| About this task |
Set down, please, exactly the lines below that run from the line with "ring mcp: (318, 219)" to the line with "middle dip: (186, 158)", both lines included.

| Listed records |
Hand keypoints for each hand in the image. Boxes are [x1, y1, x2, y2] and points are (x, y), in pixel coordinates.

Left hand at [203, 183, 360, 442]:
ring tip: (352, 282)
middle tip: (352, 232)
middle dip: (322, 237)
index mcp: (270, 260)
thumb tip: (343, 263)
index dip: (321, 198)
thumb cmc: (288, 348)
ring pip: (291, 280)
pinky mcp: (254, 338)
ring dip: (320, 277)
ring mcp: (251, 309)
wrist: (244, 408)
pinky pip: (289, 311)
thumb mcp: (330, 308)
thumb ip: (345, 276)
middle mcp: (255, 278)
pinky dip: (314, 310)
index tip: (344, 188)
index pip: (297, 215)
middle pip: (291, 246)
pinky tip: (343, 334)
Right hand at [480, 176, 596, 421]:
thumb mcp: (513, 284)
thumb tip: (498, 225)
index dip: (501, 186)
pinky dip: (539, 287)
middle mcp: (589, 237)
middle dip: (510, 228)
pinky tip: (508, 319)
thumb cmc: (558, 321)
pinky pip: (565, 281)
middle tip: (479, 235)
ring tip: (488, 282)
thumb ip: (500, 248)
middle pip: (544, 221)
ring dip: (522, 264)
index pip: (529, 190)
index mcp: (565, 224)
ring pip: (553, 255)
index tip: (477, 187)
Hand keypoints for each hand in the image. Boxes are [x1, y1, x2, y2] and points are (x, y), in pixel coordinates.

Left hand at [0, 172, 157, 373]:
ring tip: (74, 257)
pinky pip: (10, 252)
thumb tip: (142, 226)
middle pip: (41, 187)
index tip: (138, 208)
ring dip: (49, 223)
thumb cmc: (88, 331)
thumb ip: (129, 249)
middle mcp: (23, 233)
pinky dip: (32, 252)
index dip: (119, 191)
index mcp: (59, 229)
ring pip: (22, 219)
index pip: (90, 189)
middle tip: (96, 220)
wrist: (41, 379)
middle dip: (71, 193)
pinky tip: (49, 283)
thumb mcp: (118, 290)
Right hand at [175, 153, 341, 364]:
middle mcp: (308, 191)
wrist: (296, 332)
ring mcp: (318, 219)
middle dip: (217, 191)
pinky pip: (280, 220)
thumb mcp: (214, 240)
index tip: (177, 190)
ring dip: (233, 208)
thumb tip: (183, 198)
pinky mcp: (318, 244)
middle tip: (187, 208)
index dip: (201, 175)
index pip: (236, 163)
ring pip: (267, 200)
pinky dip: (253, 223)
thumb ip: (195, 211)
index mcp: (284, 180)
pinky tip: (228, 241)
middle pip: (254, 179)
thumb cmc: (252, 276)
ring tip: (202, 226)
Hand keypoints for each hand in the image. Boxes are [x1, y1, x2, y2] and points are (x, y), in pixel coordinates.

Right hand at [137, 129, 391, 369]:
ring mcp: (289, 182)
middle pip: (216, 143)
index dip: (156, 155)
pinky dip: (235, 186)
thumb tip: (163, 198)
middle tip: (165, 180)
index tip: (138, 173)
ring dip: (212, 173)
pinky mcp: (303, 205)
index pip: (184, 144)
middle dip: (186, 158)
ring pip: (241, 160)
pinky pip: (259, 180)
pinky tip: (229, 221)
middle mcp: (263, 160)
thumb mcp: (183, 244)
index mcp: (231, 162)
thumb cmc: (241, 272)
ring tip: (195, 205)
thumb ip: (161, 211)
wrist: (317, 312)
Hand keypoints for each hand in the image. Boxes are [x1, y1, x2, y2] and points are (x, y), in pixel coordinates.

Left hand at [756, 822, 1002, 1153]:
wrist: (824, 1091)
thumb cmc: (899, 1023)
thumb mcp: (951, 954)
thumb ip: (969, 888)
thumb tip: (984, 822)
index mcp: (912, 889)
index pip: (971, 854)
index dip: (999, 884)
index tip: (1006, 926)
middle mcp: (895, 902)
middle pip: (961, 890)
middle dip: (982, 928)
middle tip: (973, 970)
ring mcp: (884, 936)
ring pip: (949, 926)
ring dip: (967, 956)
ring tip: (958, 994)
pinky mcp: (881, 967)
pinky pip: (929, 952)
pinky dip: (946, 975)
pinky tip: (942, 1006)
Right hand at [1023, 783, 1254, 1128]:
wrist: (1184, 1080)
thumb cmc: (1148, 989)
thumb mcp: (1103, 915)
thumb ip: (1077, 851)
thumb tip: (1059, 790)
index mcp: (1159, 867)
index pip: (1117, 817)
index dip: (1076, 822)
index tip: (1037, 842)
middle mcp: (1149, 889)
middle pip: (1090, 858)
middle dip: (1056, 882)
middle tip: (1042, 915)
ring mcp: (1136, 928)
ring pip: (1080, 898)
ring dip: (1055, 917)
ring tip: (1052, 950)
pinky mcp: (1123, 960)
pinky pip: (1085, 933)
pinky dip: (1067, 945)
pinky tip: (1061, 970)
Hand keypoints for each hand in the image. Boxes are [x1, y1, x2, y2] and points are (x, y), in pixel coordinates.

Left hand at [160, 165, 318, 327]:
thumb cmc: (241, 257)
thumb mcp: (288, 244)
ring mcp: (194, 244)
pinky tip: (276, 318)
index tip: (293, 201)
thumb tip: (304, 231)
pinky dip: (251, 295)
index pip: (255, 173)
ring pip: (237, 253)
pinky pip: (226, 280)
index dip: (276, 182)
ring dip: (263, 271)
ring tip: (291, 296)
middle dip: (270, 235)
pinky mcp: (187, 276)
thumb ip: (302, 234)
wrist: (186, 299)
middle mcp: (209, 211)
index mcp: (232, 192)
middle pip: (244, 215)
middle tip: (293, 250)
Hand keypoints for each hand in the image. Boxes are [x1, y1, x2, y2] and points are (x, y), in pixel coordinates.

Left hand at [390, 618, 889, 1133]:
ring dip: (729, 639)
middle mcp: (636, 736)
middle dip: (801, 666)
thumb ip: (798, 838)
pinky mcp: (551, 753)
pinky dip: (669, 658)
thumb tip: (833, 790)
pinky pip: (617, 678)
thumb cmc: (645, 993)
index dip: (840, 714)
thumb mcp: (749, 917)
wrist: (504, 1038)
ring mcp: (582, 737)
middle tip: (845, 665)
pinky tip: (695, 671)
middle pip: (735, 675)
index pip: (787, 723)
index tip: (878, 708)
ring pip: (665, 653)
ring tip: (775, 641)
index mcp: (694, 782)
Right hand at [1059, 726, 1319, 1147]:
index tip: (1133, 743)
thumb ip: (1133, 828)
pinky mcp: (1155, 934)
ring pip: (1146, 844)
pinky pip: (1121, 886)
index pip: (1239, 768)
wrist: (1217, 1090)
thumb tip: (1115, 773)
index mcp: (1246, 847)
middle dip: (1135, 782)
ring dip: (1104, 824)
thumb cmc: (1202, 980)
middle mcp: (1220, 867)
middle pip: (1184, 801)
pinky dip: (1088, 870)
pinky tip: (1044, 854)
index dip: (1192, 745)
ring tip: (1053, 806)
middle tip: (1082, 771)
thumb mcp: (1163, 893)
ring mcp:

| Exercise result |
ring mcp: (318, 219)
middle dip: (217, 191)
pinky pip: (280, 220)
thumb mcp: (214, 240)
index tip: (177, 190)
ring dip: (233, 208)
thumb tip: (183, 198)
pinky mcp: (318, 244)
middle tip: (187, 208)
index dip: (201, 175)
index pip: (236, 163)
ring pip: (267, 200)
pinky dip: (253, 223)
thumb ip: (195, 211)
index mcp: (284, 180)
pinky tip: (228, 241)
middle pip: (254, 179)
thumb cmc: (252, 276)
ring tip: (202, 226)
Hand keypoints for each hand in the image. Boxes are [x1, y1, x2, y2] and points are (x, y), in pixel coordinates.

Right hand at [137, 129, 391, 369]:
ring mcp: (289, 182)
middle pip: (216, 143)
index dip: (156, 155)
pinky dip: (235, 186)
thumb tip: (163, 198)
middle tip: (165, 180)
index tip: (138, 173)
ring dip: (212, 173)
pinky mcp: (303, 205)
index pip: (184, 144)
middle dip: (186, 158)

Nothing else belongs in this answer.